I'm interested in people's attitude to risk and "guaranteed" income in retirement.
I voted yes (assuming it was a reasonable lump sum) for two reasons: (1) with 2 pensions and rentals covering 70% of our spend, we already have enough "guaranteed" income; and (2) I believe that SS will eventually be watered down through some combination of additional income taxes on benefits, means testing, reduced COL adjustments, increased retirement age, or they'll just allow the mandated reductions to happen.
My retirement spreadsheet includes a "factor" to reduce SS benefits. It's currently set at 70%, but I've had it as low at 50%. During the accumulation phase, I never thought SS would be a reality for us at all. I'm now beginning to think it will be, but not at the levels currently promised. If I'm wrong, my kids will make out like bandits.
I'm a big believer in having some level of "guaranteed" income, especially in early retirement to help mitigate sequence of returns risk. Both our pensions had attractive lump sum options, but we elected the annuity for this reason. One of them has no COLA and the other is partially COLA'd. For the same reason (sequence of returns risk), we also paid off the mortgage, bought 2 rental houses, increased cash allocation to 5%, and tilted the taxable portfolio to high dividends.
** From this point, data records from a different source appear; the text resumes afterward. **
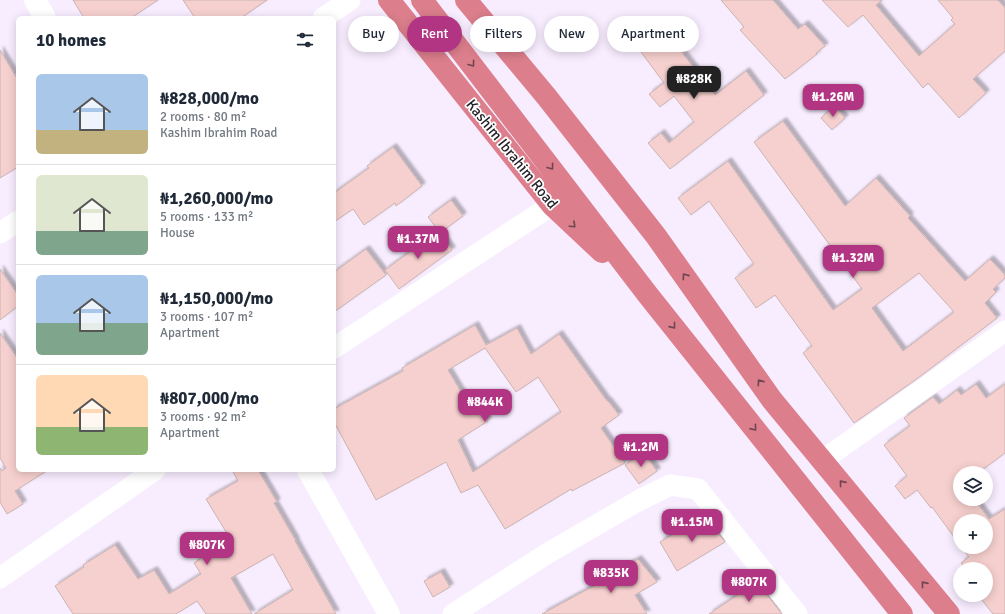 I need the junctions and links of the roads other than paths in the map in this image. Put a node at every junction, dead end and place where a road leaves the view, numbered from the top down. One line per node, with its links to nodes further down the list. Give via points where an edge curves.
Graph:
1 (35, 0): 6 (main road)
2 (350, 0): 7 (street)
3 (389, 0): 8 (highway, Kashim Ibrahim Road)
4 (422, 0): 11 (highway, one-way to 11)
5 (466, 0): 14 (highway, one-way to 5, via 772,400 656,236 546,96)
6 (44, 16)
7 (326, 16)
8 (552, 205): 11 (highway, Kashim Ibrahim Road, one-way to 11); 13 (street)
9 (16, 222): 10 (street)
10 (0, 233)
11 (648, 295): 21 (highway, one-way to 21)
12 (1005, 331): 14 (street)
13 (336, 347)
14 (823, 460): 22 (highway, one-way to 14)
15 (152, 472): 17 (street)
16 (309, 472): 18 (main road)
17 (0, 578)
18 (390, 614)
19 (453, 614): 20 (street, via 548,553 670,485 698,489)
20 (797, 614)
21 (902, 614)
22 (949, 614) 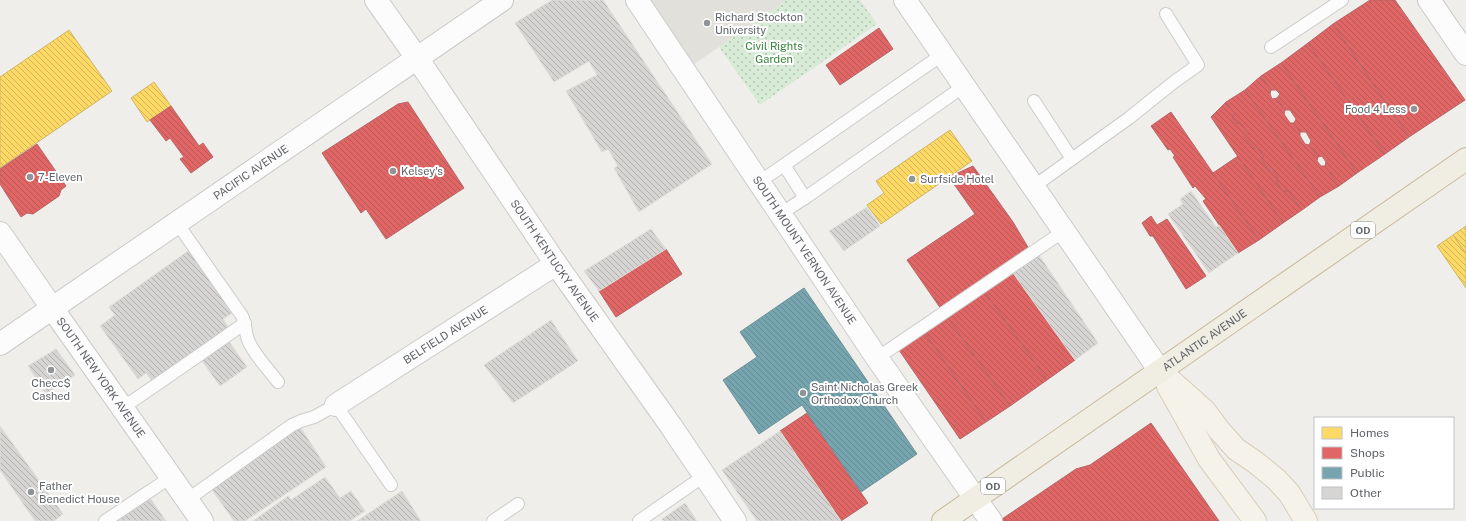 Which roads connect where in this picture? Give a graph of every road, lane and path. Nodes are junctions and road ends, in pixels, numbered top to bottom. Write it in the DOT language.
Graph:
graph roads {
  1 [pos="376,0"];
  2 [pos="502,0"];
  3 [pos="636,0"];
  4 [pos="904,0"];
  5 [pos="1342,0"];
  6 [pos="1429,0"];
  7 [pos="1166,14"];
  8 [pos="1271,47"];
  9 [pos="942,54"];
  10 [pos="1466,54"];
  11 [pos="417,58"];
  12 [pos="964,86"];
  13 [pos="1034,101"];
  14 [pos="1072,158"];
  15 [pos="1466,159"];
  16 [pos="784,165"];
  17 [pos="759,182"];
  18 [pos="1033,187"];
  19 [pos="805,198"];
  20 [pos="780,214"];
  21 [pos="177,223"];
  22 [pos="1064,231"];
  23 [pos="0,233"];
  24 [pos="556,264"];
  25 [pos="52,308"];
  26 [pos="245,322"];
  27 [pos="0,344"];
  28 [pos="877,358"];
  29 [pos="1160,371"];
  30 [pos="278,382"];
  31 [pos="336,405"];
  32 [pos="122,408"];
  33 [pos="704,476"];
  34 [pos="171,477"];
  35 [pos="391,485"];
  36 [pos="975,498"];
  37 [pos="187,500"];
  38 [pos="518,504"];
  39 [pos="105,521"];
  40 [pos="202,521"];
  41 [pos="493,521"];
  42 [pos="639,521"];
  43 [pos="735,521"];
  44 [pos="943,521"];
  45 [pos="991,521"];
  46 [pos="1255,521"];
  47 [pos="1306,521"];
  1 -- 11 [label="street, SOUTH KENTUCKY AVENUE"];
  2 -- 11 [label="street, PACIFIC AVENUE"];
  3 -- 17 [label="street, SOUTH MOUNT VERNON AVENUE"];
  4 -- 9 [label="street"];
  5 -- 8 [label="lane"];
  6 -- 10 [label="street"];
  7 -- 14 [label="lane"];
  9 -- 12 [label="street"];
  9 -- 16 [label="lane"];
  11 -- 21 [label="street, PACIFIC AVENUE"];
  11 -- 24 [label="street, SOUTH KENTUCKY AVENUE"];
  12 -- 18 [label="street"];
  12 -- 19 [label="lane"];
  13 -- 14 [label="lane"];
  14 -- 18 [label="lane"];
  15 -- 29 [label="highway, ATLANTIC AVENUE / OD"];
  16 -- 17 [label="lane"];
  16 -- 19 [label="lane"];
  17 -- 20 [label="street, SOUTH MOUNT VERNON AVENUE"];
  18 -- 22 [label="street"];
  19 -- 20 [label="lane"];
  20 -- 28 [label="street, SOUTH MOUNT VERNON AVENUE"];
  21 -- 25 [label="street, PACIFIC AVENUE"];
  21 -- 26 [label="lane"];
  22 -- 28 [label="lane"];
  22 -- 29 [label="street"];
  23 -- 25 [label="street, SOUTH NEW YORK AVENUE"];
  24 -- 31 [label="street, BELFIELD AVENUE"];
  24 -- 33 [label="street, SOUTH KENTUCKY AVENUE"];
  25 -- 27 [label="street, PACIFIC AVENUE"];
  25 -- 32 [label="street, SOUTH NEW YORK AVENUE"];
  26 -- 30 [label="lane"];
  26 -- 32 [label="lane"];
  28 -- 36 [label="street, SOUTH MOUNT VERNON AVENUE"];
  29 -- 36 [label="highway, ATLANTIC AVENUE / OD"];
  29 -- 46 [label="main road"];
  29 -- 47 [label="main road"];
  31 -- 35 [label="lane"];
  31 -- 37 [label="lane"];
  32 -- 34 [label="street, SOUTH NEW YORK AVENUE"];
  33 -- 42 [label="lane"];
  33 -- 43 [label="street, SOUTH KENTUCKY AVENUE"];
  34 -- 37 [label="street, SOUTH NEW YORK AVENUE"];
  34 -- 39 [label="lane"];
  36 -- 44 [label="highway, ATLANTIC AVENUE / OD"];
  36 -- 45 [label="street, SOUTH MOUNT VERNON AVENUE"];
  37 -- 40 [label="street, SOUTH NEW YORK AVENUE"];
  38 -- 41 [label="lane"];
}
If the next 30 years is anything like the last 30, then these actions probably sacrificed some long-term growth potential. But we like the risk/reward trade-off in this case. With pensions, rentals, and dividends, our expenses are 85% covered (basic, non-discretionary is over 100% covered). The 5% cash allocation covers the remaining gap for many years. There's still a large portfolio to cover other risks, like inflation, longevity, LTC. Later on when SS comes around, I'd be less concerned about sequence of returns and thus more inclined to take the OP's theoretical lump sum. I doubt that would ever be an option though. If it was, I'd jump all over it.